- [DATA SHOWN]:

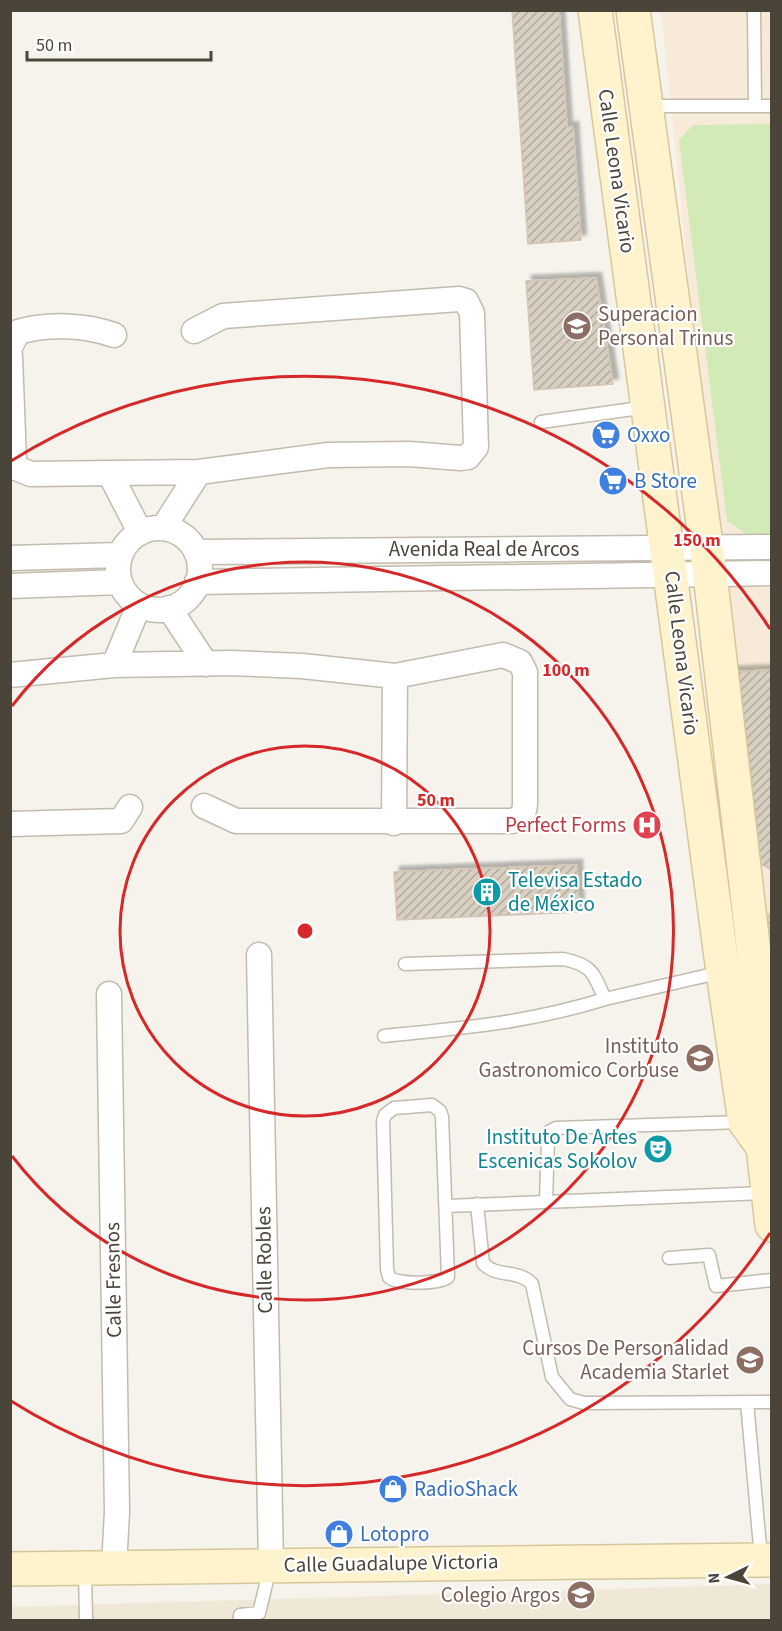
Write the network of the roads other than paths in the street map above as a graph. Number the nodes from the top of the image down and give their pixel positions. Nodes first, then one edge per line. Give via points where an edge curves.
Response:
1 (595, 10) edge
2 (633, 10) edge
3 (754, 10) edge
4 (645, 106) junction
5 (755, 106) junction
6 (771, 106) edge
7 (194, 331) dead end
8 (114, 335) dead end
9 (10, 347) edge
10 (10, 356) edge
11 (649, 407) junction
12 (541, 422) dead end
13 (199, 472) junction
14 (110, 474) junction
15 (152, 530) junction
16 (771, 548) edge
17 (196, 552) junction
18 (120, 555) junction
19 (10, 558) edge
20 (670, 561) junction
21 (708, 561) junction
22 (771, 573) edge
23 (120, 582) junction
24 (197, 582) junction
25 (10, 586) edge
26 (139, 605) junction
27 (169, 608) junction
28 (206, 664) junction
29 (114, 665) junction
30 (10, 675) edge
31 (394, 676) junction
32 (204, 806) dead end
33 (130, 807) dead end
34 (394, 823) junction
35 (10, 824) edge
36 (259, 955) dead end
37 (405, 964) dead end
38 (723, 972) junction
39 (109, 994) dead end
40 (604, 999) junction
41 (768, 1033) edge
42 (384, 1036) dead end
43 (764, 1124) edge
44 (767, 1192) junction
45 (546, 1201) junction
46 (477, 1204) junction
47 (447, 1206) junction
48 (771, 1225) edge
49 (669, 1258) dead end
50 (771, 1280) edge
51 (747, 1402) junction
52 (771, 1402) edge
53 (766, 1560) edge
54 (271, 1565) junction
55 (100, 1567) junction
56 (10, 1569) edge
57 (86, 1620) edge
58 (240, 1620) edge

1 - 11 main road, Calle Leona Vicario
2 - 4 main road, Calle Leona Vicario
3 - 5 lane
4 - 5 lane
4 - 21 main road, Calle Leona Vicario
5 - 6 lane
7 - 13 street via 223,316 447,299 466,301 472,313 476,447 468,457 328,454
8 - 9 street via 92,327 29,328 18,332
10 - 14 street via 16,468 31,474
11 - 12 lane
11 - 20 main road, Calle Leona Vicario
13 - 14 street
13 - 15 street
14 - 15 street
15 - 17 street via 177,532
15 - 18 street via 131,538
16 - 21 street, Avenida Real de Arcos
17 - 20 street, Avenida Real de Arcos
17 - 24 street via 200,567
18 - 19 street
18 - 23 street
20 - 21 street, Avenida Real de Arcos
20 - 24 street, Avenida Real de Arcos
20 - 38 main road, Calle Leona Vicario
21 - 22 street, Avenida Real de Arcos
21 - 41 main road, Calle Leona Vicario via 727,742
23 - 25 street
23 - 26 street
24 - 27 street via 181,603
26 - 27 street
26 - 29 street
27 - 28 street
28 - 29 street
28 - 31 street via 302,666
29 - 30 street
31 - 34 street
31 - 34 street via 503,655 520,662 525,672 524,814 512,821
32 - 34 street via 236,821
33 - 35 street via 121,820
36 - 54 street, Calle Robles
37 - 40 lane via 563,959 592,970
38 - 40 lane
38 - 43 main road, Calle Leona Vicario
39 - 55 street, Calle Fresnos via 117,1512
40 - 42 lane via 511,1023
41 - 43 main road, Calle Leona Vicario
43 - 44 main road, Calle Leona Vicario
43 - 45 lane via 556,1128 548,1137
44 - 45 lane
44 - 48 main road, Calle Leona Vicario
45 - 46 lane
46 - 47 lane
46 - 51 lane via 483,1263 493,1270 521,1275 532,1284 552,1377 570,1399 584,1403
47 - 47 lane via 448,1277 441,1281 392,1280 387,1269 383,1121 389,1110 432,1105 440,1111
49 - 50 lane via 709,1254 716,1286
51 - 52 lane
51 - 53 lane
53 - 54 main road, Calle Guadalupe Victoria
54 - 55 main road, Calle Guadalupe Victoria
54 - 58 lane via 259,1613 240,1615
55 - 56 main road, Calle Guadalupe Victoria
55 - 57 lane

- [WORK REQUIRED]:
Return all lines of the material that have "Leona" in them.

- [EXERCISE RESPONSE]:
1 - 11 main road, Calle Leona Vicario
2 - 4 main road, Calle Leona Vicario
4 - 21 main road, Calle Leona Vicario
11 - 20 main road, Calle Leona Vicario
20 - 38 main road, Calle Leona Vicario
21 - 41 main road, Calle Leona Vicario via 727,742
38 - 43 main road, Calle Leona Vicario
41 - 43 main road, Calle Leona Vicario
43 - 44 main road, Calle Leona Vicario
44 - 48 main road, Calle Leona Vicario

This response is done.